I'm thinking about getting a helmet, this one HERE.Is that a good price for a helmet?


----------



## morepower2 (Apr 19, 2002)

SR20 Who Knew? said:


> What is the difference between snell 90 and snell M2000?
> I'm thinking about getting a helmet, this one HERE.Is that a good price for a helmet?


M2000 is for motorcycles, you want a Snell SA2000 for cars.

Mike


----------



## Felonious Cat Stalker (May 1, 2002)

Expending on what Mike said, the M designation refers to use on motorcycles, and they are tested for that. SA refers to Special Applications, specifically racing. An SA helmet is designed for multiple impacts, in the event your melon contacts the roll cage, and has a fire retardant layer as well.

The number refers to the year a standard was introduced. The newer the year, the better the helmet.

An M95 or M2000 helmet is also acceptable for Auto-X, in most sanctioning bodies, but should never be used in a caged car.

Any event requiring a cage should also require an SA helmet.

You still may be able to find the odd SA95 helmet, but keep in mind many sanctioning bodies are phasing these out in the next few years, so you wouldn't get much value.

Keep in mind this is your head, and it's the only one you got.

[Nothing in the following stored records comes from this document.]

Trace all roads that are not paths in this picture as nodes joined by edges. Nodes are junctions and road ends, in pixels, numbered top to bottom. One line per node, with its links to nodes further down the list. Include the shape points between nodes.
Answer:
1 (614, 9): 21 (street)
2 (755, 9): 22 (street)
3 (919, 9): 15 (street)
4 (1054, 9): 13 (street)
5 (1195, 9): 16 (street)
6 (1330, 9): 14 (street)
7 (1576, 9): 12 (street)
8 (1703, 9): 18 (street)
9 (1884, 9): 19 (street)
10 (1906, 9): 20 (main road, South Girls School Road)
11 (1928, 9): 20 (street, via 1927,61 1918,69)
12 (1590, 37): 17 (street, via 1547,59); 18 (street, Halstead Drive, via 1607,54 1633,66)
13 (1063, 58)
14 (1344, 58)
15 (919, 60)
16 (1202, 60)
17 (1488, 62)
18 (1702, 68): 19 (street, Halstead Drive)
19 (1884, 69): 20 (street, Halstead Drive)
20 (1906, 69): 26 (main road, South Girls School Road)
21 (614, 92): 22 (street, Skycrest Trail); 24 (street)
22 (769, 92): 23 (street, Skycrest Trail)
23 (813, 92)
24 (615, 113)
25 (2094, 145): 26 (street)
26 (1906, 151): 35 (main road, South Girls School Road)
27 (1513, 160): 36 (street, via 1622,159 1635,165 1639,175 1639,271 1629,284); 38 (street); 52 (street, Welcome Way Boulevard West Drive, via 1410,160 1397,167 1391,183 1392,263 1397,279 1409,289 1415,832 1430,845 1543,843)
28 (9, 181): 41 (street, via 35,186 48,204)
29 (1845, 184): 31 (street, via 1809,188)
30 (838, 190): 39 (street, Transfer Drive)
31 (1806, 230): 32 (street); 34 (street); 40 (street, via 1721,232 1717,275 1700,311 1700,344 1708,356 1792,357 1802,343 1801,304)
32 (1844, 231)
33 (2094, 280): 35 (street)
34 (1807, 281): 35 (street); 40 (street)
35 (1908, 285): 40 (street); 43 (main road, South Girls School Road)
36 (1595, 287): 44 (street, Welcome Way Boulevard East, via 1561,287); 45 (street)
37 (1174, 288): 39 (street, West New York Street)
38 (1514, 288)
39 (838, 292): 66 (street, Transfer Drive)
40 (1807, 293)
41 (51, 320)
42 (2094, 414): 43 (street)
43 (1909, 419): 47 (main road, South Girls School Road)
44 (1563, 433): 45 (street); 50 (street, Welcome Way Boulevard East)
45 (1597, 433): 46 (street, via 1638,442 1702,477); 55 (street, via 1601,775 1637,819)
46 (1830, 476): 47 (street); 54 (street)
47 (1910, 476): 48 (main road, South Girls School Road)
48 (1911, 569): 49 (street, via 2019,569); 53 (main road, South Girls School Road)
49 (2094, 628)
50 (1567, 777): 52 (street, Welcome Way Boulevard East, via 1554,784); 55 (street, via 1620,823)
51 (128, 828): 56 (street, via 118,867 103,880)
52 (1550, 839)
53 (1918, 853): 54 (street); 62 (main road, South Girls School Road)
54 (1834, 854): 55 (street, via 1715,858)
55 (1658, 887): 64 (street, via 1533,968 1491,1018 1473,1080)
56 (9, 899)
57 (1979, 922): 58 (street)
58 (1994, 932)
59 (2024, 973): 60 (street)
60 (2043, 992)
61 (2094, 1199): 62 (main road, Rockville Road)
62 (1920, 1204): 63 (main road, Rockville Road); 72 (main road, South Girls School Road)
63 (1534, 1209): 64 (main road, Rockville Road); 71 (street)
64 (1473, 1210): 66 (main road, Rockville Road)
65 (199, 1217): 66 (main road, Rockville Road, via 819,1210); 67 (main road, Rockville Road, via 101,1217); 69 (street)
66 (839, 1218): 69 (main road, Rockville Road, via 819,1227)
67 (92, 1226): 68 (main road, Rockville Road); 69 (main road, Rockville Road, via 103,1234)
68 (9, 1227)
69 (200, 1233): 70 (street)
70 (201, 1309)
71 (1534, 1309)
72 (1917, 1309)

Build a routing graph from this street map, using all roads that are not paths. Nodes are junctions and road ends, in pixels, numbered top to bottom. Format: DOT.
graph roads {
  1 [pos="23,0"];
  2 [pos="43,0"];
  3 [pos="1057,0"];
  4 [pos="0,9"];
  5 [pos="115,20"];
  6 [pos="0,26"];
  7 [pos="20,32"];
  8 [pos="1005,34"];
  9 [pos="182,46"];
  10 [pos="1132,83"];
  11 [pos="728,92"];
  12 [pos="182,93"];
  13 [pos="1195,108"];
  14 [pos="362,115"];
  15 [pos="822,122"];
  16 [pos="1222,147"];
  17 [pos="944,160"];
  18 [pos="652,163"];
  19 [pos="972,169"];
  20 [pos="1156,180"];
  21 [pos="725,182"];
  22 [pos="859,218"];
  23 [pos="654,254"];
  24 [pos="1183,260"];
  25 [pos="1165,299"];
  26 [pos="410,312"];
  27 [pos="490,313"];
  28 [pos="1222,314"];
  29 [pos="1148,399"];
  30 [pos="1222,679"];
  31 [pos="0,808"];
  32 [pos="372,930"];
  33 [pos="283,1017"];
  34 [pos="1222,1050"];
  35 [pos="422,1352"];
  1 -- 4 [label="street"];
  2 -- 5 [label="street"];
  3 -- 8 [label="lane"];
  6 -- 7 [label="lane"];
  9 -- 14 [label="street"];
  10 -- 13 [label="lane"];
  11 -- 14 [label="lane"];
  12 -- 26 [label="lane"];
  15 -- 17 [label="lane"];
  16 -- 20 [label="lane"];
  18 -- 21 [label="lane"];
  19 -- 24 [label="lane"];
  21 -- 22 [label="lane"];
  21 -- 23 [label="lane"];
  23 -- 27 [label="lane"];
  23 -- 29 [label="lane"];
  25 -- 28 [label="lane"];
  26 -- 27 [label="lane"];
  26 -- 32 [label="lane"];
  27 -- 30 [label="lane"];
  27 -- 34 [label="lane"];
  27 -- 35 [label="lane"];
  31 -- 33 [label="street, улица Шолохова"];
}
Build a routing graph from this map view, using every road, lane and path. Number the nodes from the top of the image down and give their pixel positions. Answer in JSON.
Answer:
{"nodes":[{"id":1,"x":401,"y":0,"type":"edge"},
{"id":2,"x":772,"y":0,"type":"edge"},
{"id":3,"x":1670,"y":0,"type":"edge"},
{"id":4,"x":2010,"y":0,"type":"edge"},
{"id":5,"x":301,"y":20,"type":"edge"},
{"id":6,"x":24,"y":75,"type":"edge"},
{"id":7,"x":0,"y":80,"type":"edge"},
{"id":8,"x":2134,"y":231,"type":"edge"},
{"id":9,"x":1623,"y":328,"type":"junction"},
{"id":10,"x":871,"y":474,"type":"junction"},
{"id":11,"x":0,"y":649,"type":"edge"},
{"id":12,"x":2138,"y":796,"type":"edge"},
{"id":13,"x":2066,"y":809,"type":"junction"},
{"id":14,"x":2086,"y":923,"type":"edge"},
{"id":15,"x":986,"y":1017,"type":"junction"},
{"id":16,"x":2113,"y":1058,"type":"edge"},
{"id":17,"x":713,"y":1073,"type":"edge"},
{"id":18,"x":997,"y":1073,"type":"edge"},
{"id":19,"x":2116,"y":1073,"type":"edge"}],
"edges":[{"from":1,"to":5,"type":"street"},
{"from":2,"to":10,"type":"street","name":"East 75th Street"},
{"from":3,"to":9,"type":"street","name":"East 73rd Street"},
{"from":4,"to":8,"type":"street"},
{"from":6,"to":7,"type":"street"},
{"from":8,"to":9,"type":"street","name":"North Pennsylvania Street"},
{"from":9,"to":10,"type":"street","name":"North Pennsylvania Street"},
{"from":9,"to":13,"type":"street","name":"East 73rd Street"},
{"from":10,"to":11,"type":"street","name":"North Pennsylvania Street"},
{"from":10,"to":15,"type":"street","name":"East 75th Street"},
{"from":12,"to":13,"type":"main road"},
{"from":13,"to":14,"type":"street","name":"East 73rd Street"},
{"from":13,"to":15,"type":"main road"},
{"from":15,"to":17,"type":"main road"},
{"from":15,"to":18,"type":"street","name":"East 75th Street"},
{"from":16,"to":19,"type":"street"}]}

What are you going to be using it for?


----------



## SR20 Who Knew? (Jul 29, 2003)

FCS said:


> What are you going to be using it for?


Well, it's for rallycross, and I do go to the track to drag race once in a while.


----------



## Felonious Cat Stalker (May 1, 2002)

Yeah, just buck up and get a good SA2000 then. While M2000 may be acceptable if you don't have a cage, the possibilty of rolling and bumping your melon in a rally cross is far greater than in Auto-X. Rare, but it happens. Safety first man.


----------



## Geo (Apr 30, 2002)

FCS said:


> The number refers to the year a standard was introduced.


Not true. It's the year the standard was created. Snell has been "late" issuing ratings in the 17 years I've been buying helmets. Once they were two years "late."



FCS said:


> The newer the year, the better the helmet.


That is definitely not an absolute. I'm sure there are many helmets certified to older standards that are better than others certified to a newer standard. You just cannot make such an assumption.

I'd never buy a used helmet though.


----------



## ReVerm (Jan 13, 2003)

SR20 Who Knew? said:


> What is the difference between snell 90 and snell M2000?
> I'm thinking about getting a helmet, this one HERE.Is that a good price for a helmet?


Check the new Simpson catalog. They're the only ones I trust with my head.


----------